* _What the task asks_
Exact reproduction required: the lines below from the line with "pinky dip: (910, 1083)" to the line with "middle mcp: (1114, 923)", both ends included, and no others.
※
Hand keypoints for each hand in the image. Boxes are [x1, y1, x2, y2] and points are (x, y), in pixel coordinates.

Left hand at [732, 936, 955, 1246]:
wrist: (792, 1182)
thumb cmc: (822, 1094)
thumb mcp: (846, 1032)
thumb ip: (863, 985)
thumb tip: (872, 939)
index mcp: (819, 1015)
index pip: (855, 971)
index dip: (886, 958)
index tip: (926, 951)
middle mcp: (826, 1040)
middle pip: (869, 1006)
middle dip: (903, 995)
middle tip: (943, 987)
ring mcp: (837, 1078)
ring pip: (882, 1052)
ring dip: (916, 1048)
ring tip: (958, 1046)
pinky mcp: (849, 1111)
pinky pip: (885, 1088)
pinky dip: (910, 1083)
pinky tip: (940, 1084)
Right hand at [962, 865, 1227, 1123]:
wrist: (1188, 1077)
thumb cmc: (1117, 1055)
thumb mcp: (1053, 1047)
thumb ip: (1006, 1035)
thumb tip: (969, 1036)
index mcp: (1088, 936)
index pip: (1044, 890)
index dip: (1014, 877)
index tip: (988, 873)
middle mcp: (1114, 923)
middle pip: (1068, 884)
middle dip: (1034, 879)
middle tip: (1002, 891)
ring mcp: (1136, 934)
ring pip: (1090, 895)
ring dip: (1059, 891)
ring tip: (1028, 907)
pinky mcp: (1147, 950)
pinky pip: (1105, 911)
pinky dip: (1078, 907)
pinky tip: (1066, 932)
※
* _Result below_
pinky dip: (910, 1083)
pinky tip: (940, 1084)
Right hand at [962, 865, 1227, 1123]:
wrist: (1188, 1077)
thumb cmc: (1117, 1055)
thumb mcp: (1053, 1047)
thumb ip: (1006, 1035)
thumb tip: (969, 1036)
index mcp: (1088, 936)
index pip: (1044, 890)
index dip: (1014, 877)
index tip: (988, 873)
middle mcp: (1114, 923)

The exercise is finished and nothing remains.